Genus of reptiles (fossil)

Vectaerovenator (meaning "Isle of Wight air-filled hunter" due to the pneumaticity of the vertebrae) is a genus of tetanuran theropod from the Early Cretaceous period of what is now England (Lower Greensand Group; Ferruginous Sands). It contains one species, Vectaerovenator inopinatus; its holotype, consisting of the specimens IWCMS 2020.400, 2020.407, and 2019.84, comprises two anterior dorsal vertebrae, a cervical vertebra and a mid‐caudal vertebra from the late Aptian Ferruginous Sands of the Isle of Wight in southern England, discovered in 2019. Comparative anatomical analysis shows that this taxon shares homoplastic features with megalosauroids, carcharodontosaurs, and some coelurosaurs, and cannot be reliably placed beyond Tetanurae incertae sedis, but has enough autapomorphies that it can be considered a valid genus.

==Discovery and Naming==
In 2019, Robin Ward, a regular fossil hunter found material belonging to Vectaerovenator while on a visit with his family.

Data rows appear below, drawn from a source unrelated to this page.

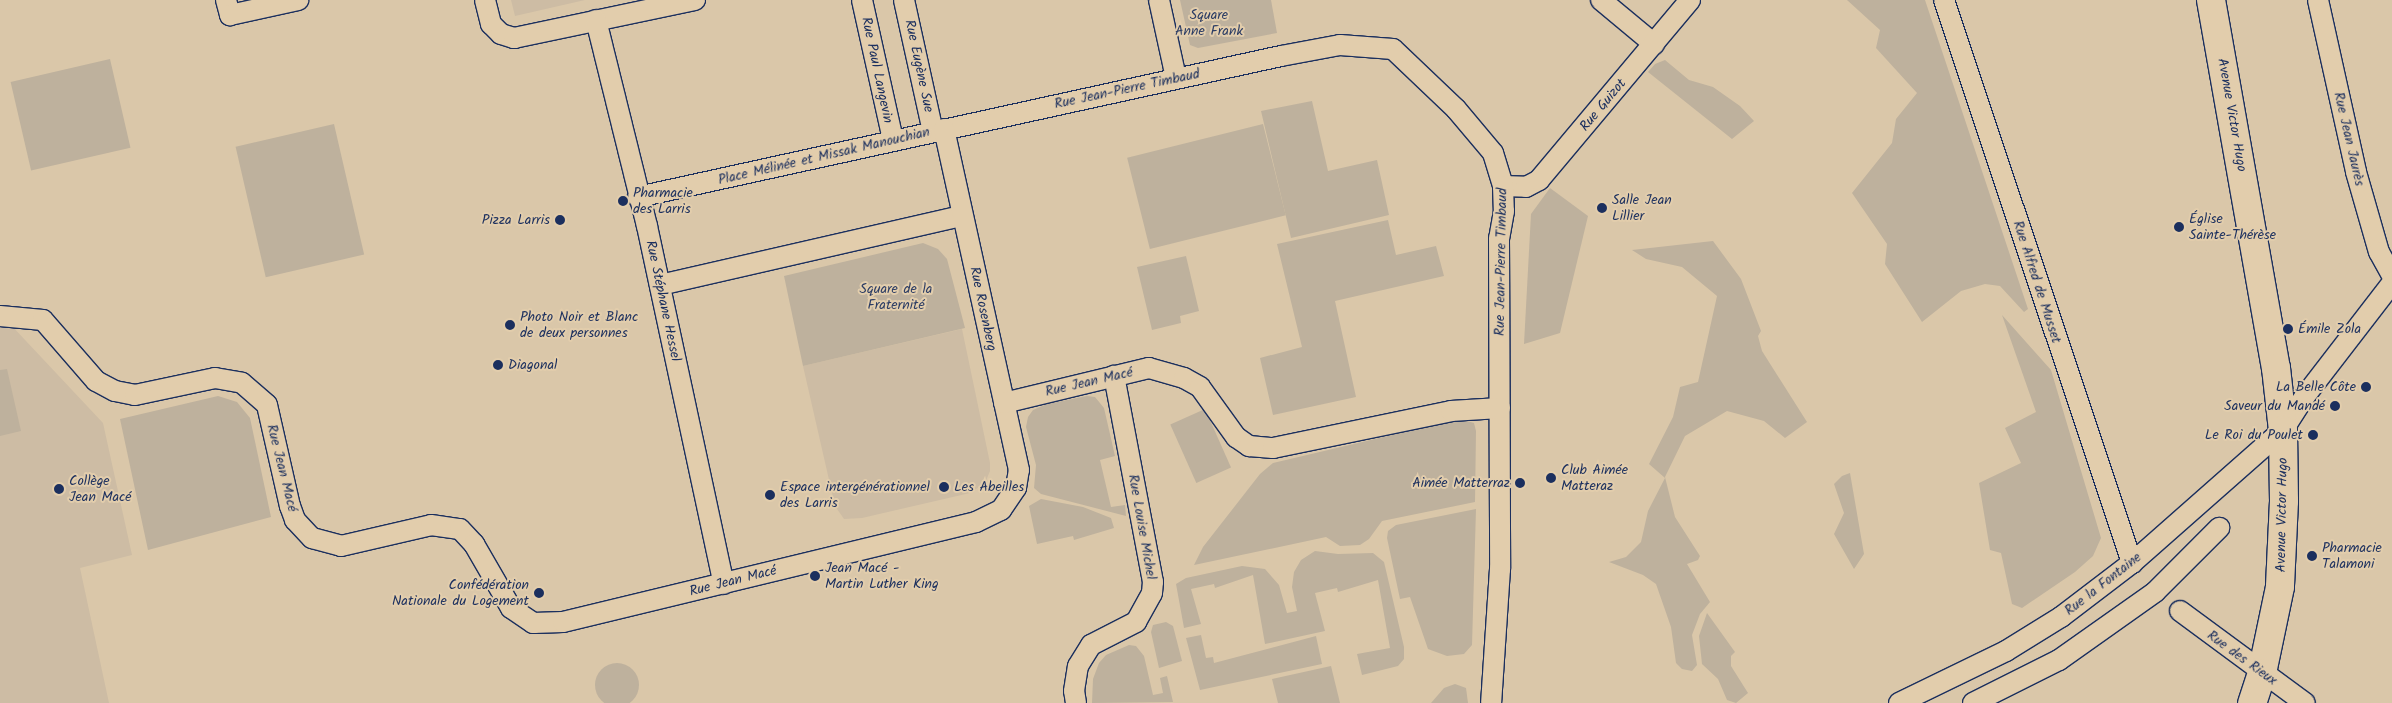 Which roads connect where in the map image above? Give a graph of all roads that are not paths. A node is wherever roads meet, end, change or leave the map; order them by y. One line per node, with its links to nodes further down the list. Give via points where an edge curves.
1 (226, 0): 2 (street, via 230,15)
2 (298, 0)
3 (485, 0): 13 (street, via 491,24 500,34 514,38)
4 (695, 0): 13 (street)
5 (862, 0): 17 (street, Rue Paul Langevin)
6 (904, 0): 16 (street, Rue Eugène Sue)
7 (1159, 0): 15 (street)
8 (1602, 0): 14 (street)
9 (1688, 0): 14 (street, Rue Guizot)
10 (1944, 0): 30 (street, Rue Alfred de Musset)
11 (2211, 0): 28 (street, Avenue Victor Hugo, via 2276,368)
12 (2318, 0): 21 (street, Rue Jean Jaurès, via 2356,172 2379,252)
13 (596, 20): 19 (street, Rue Stéphane Hessel)
14 (1654, 44): 18 (street, Rue Guizot, via 1539,180 1526,187)
15 (1176, 78): 16 (street, Rue Jean-Pierre Timbaud); 18 (street, Rue Jean-Pierre Timbaud, via 1340,45 1393,49 1456,109 1493,153)
16 (938, 130): 17 (street, Place Mélinée et Missak Manouchian); 20 (street, Place Mélinée et Missak Manouchian)
17 (893, 140): 19 (street, Place Mélinée et Missak Manouchian)
18 (1503, 186): 27 (street, Rue Jean-Pierre Timbaud, via 1504,211 1499,238)
19 (638, 197): 23 (street, Rue Stéphane Hessel)
20 (961, 216): 23 (street); 26 (street, Rue Rosenberg)
21 (2392, 275)
22 (2392, 283): 28 (street, Rue la Fontaine, via 2305,396)
23 (660, 285): 31 (street, Rue Stéphane Hessel)
24 (0, 316): 31 (street, Rue Jean Macé, via 43,320 96,380 115,391 135,395 216,378 242,383 267,405 290,506 295,520 312,538 341,546 431,526 460,529 474,544 511,608 533,623 562,622)
25 (1114, 376): 26 (street, Rue Jean Macé); 27 (street, Rue Jean Macé, via 1149,368 1184,378 1200,387 1236,437 1249,446 1273,448 1451,411); 34 (street, Rue Louise Michel, via 1153,582 1152,593 1136,622 1091,644 1078,666 1074,691)
26 (1004, 403): 31 (street, Rue Jean Macé, via 1019,470 1016,488 1000,510 976,522)
27 (1500, 408): 35 (street, Rue Jean-Pierre Timbaud, via 1500,568)
28 (2283, 430): 30 (street, Rue la Fontaine); 33 (street, Avenue Victor Hugo, via 2280,587)
29 (2219, 528): 37 (street, via 2155,592 2059,660)
30 (2132, 562): 36 (street, Rue la Fontaine, via 2061,617 2006,651)
31 (724, 584)
32 (2180, 611): 33 (street, Rue des Rieux)
33 (2262, 673): 38 (street, Avenue Victor Hugo); 39 (street, Rue des Rieux)
34 (1076, 703)
35 (1491, 703)
36 (1899, 703)
37 (1973, 703)
38 (2252, 703)
39 (2305, 703)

Another person, James Lockyer also found material as did Paul Farrell, amassing to the 4 vertebrae and one rib recovered. The bones were then analyzed by Chris Barker, who led the study with his colleagues. It was determined to be a new species and was given the name Vectaerovenator inopinatus, meaning air-filled hunter, due to amount of air spaces found in the recovered vertebrae. More potential material has turned up since its original discovery belonging in private collections. These might eventually find their way to a museum, where they can be analyzed. It was further determined that the material found belonged to one individual due to its general location, both in time and space, and the common similarity between the four vertebrae (this being the texture, and overall size).

==Description==
When described in 2020 by Chris Barker and colleagues, it was hypothesized the holotype of Vectaerovenator would have been estimated to have measured at around 4 m long based on the vertebrae, and the size they would potentially range from individual to individual. However the authors also noted that due to sutures in the recovered material, Vectaerovenator was not at full size, and would be somewhat larger than was estimated when fully grown. Based on the overall shape of the four vertebrae recovered, it was determined that at least one of the vertebrae belonged in the neck, two in the upper back, and one vertebra belonged in the tail.

==Classification==
As the material recovered is very fragmentary, it is very unclear where this animal stands in terms of its taxonomy. When it was examined it was first thought to be a megaraptoran, but the authors did eventually recover it as a possible basal tyrannosauroid, although this also was done with some level of uncertainty, as it could easily belong under the superfamilies Allosauroidea or Megalosauroidea. It is, (with the exception of a few undiagnostic teeth), the youngest theropod taxon to be discovered in the British Mesozoic yet.